HOW TO COMPLETE THIS TASK: Report how many lines of the following entries include the string "Drive"; respond with the number alone.

Recorded data:
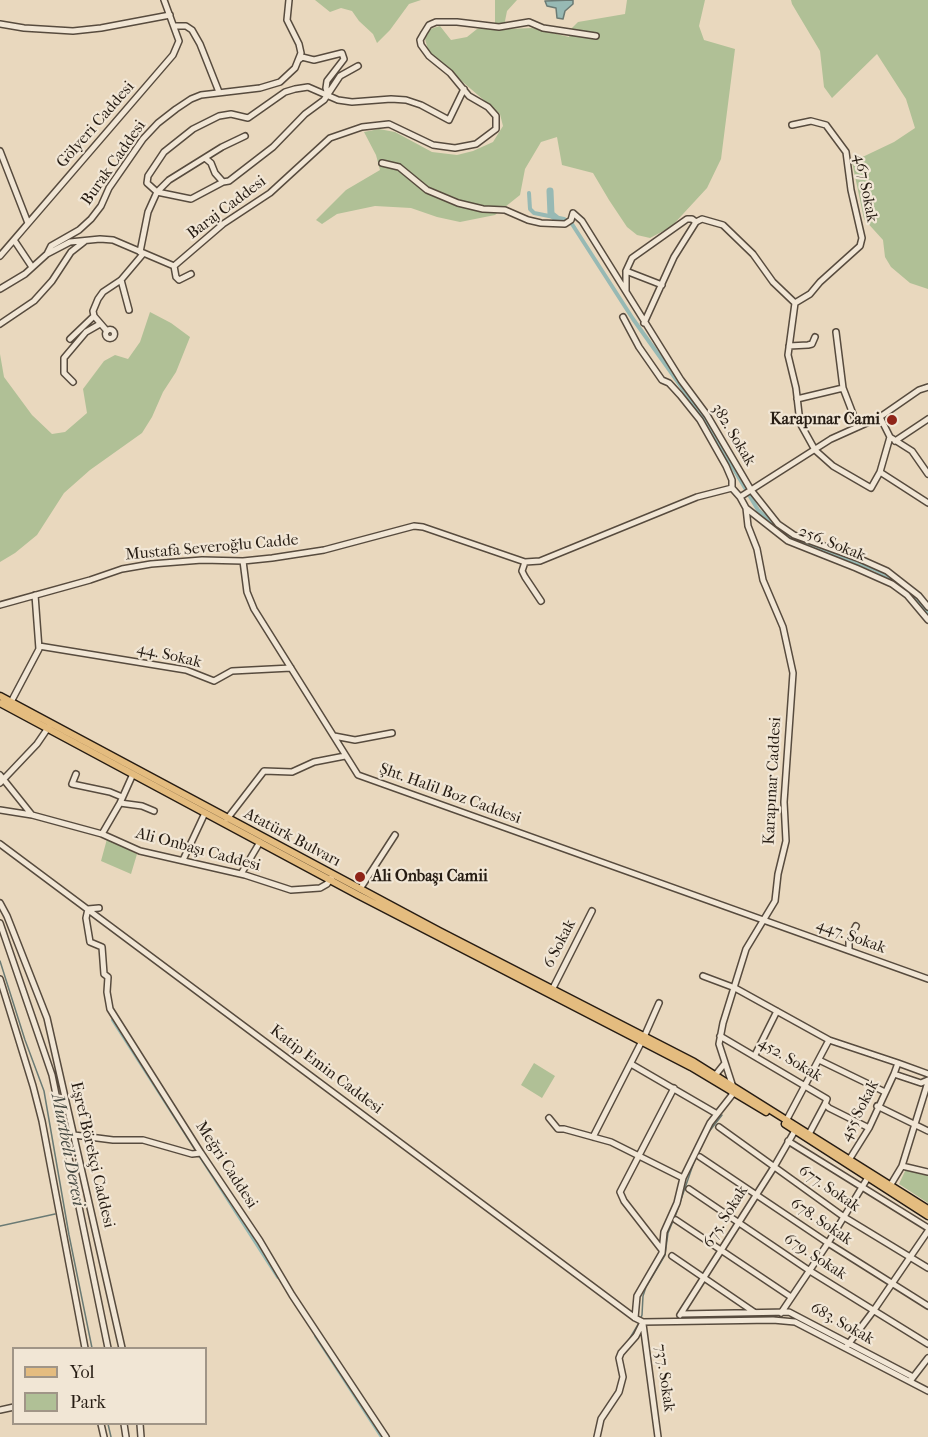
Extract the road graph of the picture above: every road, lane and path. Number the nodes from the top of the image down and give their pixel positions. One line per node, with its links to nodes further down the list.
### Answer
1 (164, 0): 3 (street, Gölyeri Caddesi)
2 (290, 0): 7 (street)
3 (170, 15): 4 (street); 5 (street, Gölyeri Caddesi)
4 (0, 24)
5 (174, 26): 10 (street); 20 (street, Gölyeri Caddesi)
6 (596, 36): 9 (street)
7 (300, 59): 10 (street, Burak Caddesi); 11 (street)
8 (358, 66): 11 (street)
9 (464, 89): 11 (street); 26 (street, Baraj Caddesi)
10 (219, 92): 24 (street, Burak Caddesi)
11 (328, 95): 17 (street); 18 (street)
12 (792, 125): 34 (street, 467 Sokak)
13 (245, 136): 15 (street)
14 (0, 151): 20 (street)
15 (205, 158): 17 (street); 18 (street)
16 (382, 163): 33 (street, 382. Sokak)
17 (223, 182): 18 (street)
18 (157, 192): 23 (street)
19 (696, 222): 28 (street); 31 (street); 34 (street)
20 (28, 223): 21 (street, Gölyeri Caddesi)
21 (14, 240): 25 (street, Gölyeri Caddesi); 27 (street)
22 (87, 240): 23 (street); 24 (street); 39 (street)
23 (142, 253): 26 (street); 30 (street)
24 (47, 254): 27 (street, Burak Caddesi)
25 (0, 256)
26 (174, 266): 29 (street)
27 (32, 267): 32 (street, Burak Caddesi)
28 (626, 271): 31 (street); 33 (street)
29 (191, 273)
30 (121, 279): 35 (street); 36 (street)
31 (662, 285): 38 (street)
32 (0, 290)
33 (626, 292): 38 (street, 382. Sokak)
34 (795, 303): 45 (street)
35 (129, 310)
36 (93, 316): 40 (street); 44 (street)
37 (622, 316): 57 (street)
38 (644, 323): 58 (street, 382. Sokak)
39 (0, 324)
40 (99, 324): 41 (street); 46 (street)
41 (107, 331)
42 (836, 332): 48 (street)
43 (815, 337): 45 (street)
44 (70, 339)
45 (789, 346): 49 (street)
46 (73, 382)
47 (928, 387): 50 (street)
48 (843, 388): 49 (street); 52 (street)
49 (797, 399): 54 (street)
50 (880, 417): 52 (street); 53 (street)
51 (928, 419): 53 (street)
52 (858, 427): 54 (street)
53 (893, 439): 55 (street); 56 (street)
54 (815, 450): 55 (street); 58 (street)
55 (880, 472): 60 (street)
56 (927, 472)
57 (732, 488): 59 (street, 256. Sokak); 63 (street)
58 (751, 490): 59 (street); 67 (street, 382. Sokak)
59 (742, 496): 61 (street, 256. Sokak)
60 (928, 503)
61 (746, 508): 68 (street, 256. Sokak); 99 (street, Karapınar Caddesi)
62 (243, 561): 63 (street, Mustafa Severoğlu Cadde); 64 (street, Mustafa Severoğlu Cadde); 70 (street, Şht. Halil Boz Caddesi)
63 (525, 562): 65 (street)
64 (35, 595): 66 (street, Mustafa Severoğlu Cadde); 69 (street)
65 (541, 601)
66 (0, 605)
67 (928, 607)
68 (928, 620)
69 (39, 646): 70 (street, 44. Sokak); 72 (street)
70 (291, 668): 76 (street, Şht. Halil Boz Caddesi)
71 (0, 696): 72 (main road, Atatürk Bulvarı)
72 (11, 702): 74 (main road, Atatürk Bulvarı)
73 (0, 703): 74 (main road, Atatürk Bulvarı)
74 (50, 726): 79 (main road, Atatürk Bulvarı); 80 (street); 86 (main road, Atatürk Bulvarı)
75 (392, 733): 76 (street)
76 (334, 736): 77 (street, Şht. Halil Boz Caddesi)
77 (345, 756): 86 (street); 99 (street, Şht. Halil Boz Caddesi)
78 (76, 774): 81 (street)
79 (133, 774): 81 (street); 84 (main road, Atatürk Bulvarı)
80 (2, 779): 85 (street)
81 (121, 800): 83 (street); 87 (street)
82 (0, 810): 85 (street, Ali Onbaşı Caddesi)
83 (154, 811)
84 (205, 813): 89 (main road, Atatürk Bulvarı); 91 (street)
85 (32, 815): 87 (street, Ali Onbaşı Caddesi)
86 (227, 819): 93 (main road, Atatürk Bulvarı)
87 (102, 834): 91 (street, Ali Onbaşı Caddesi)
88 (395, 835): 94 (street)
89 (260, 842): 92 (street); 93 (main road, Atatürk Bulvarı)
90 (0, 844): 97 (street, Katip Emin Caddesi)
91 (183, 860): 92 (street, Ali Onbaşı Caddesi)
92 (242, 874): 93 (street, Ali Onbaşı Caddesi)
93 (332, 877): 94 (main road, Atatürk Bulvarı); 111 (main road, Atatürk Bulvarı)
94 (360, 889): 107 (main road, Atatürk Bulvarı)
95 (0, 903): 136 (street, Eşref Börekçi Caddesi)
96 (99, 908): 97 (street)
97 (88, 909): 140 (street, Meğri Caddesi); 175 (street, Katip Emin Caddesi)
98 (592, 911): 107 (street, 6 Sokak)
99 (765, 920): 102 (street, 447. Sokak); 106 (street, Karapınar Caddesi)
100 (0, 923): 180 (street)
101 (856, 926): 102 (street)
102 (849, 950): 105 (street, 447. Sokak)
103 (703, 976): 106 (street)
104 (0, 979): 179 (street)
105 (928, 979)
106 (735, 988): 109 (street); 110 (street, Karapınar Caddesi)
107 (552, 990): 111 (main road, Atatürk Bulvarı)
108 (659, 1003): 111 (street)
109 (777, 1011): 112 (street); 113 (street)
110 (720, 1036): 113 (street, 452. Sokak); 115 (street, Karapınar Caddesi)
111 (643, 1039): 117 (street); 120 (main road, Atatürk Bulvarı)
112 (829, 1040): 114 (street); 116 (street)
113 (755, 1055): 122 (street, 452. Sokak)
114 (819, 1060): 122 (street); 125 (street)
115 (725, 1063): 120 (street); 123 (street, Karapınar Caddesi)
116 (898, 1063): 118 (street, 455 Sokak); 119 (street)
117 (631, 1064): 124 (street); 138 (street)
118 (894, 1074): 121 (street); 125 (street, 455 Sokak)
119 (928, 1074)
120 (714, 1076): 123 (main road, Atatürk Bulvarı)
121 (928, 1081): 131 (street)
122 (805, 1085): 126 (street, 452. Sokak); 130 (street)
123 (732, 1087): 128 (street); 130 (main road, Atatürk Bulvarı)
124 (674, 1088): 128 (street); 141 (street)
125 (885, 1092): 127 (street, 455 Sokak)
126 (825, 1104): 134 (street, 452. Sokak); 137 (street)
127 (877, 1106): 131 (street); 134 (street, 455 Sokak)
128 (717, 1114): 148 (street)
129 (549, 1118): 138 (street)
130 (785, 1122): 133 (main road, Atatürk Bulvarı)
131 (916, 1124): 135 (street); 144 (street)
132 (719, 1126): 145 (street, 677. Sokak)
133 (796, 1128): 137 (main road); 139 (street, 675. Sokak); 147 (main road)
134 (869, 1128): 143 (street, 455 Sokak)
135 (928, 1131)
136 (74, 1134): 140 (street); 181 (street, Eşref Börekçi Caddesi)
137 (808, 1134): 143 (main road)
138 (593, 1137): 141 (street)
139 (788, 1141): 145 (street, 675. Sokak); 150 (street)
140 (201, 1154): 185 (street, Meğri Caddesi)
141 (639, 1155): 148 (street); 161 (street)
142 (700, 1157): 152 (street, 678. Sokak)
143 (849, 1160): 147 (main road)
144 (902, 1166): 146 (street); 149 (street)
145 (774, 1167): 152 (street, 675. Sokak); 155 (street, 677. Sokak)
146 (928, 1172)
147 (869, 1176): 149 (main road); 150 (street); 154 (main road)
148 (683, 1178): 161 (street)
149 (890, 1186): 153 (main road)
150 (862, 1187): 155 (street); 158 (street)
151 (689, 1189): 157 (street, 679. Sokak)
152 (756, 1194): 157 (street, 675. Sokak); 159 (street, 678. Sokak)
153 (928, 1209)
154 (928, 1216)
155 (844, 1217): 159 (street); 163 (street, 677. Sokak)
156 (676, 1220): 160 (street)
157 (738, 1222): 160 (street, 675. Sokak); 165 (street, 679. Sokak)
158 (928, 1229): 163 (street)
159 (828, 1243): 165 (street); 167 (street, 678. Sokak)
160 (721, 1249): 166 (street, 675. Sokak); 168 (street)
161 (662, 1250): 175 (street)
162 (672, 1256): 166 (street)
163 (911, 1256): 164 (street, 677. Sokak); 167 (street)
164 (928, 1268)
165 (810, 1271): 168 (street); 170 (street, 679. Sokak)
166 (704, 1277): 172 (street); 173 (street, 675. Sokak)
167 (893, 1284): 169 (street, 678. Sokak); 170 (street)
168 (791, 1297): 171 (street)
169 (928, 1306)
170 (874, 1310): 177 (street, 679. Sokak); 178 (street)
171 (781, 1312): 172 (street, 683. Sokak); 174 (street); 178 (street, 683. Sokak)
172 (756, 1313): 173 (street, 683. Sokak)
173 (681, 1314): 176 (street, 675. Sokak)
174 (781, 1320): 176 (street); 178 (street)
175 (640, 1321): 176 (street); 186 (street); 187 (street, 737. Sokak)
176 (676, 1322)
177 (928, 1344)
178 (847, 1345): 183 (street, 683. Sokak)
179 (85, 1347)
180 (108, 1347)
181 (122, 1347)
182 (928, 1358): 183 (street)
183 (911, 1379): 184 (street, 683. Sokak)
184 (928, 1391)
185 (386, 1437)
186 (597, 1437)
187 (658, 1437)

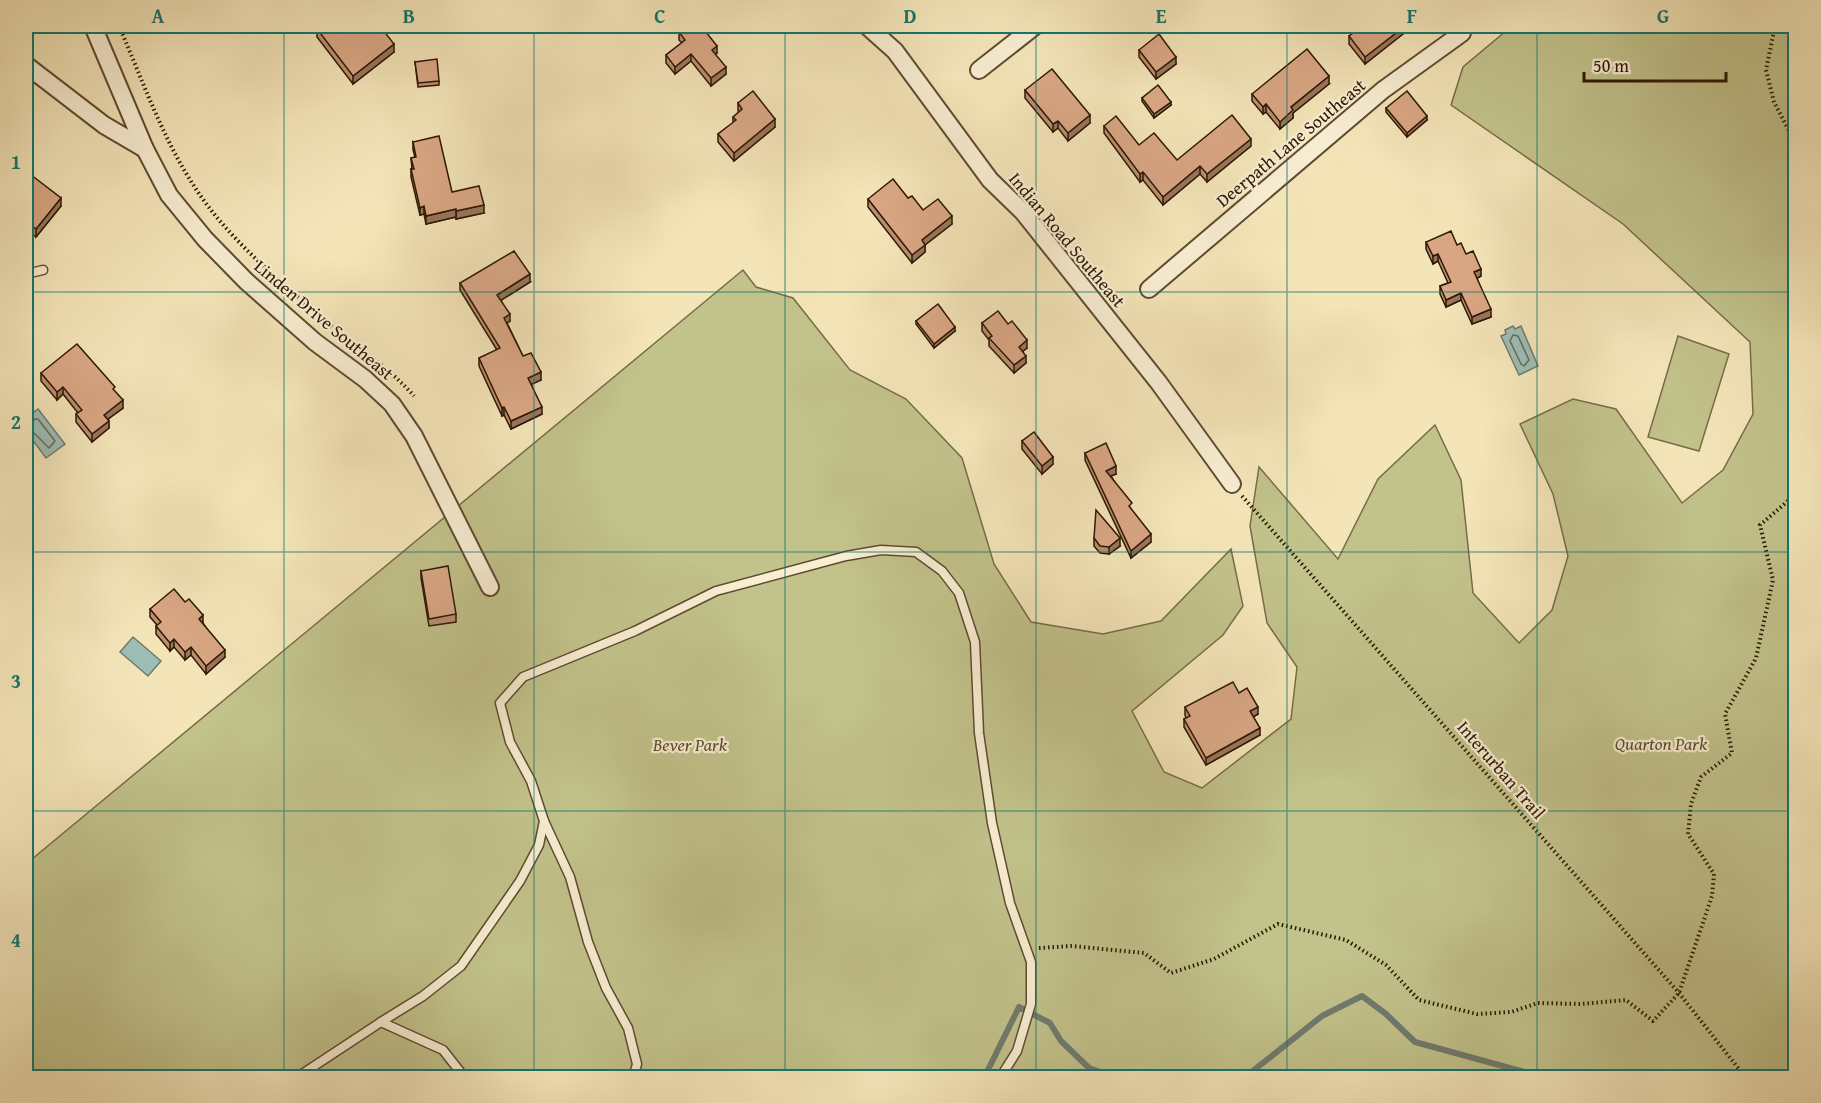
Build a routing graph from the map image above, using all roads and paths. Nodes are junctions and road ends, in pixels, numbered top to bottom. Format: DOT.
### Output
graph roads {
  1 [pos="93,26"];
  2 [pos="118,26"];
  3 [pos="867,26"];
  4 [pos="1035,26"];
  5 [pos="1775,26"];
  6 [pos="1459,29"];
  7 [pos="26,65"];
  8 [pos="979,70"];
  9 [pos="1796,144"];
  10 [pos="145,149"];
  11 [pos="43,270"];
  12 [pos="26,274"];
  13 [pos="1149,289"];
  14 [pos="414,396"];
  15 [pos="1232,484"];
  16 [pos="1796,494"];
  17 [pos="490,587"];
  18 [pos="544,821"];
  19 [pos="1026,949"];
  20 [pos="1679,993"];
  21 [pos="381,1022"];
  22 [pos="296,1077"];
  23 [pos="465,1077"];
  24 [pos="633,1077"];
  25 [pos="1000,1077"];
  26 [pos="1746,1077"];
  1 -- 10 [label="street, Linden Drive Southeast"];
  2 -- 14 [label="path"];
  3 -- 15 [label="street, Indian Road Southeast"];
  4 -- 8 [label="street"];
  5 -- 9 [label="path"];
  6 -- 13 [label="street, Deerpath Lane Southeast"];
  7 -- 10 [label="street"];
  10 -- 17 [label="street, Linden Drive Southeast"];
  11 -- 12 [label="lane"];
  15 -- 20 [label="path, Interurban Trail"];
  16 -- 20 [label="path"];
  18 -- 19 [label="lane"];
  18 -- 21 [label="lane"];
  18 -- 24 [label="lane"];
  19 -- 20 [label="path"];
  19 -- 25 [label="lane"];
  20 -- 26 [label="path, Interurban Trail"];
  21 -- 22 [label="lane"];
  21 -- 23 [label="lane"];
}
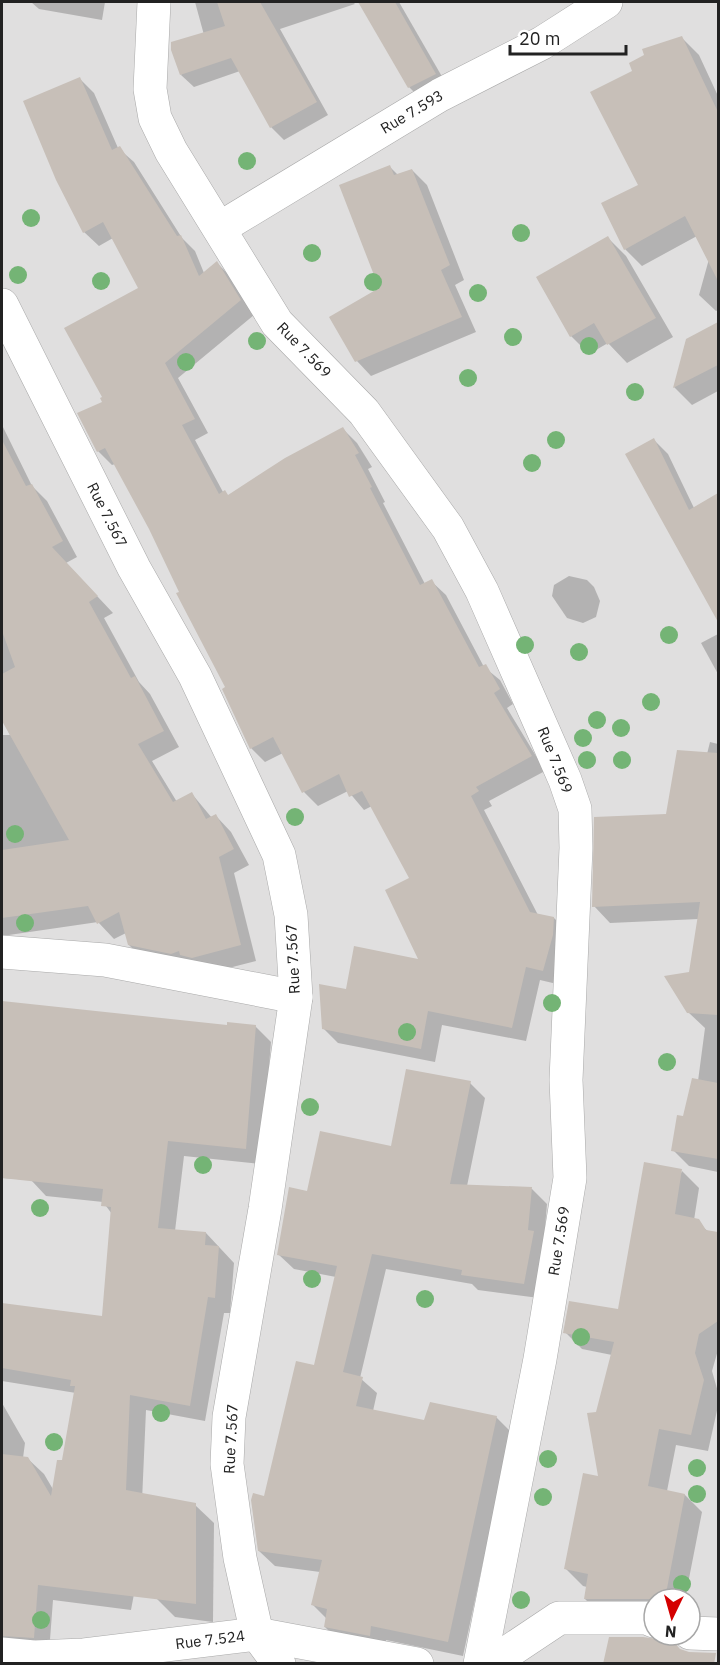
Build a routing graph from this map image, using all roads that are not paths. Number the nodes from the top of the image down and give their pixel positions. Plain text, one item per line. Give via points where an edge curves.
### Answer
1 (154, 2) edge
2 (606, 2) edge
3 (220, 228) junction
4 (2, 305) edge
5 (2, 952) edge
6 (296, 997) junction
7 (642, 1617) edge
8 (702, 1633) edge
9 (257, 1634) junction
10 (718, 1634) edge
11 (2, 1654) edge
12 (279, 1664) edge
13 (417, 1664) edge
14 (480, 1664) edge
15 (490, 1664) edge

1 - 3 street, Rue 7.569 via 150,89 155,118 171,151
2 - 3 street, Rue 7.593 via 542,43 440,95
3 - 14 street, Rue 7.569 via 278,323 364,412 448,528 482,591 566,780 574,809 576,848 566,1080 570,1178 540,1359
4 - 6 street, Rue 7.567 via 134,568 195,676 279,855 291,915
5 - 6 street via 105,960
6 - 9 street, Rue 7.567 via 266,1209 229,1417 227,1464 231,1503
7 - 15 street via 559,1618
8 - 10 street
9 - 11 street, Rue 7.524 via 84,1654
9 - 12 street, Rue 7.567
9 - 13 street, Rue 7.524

RESULT: 2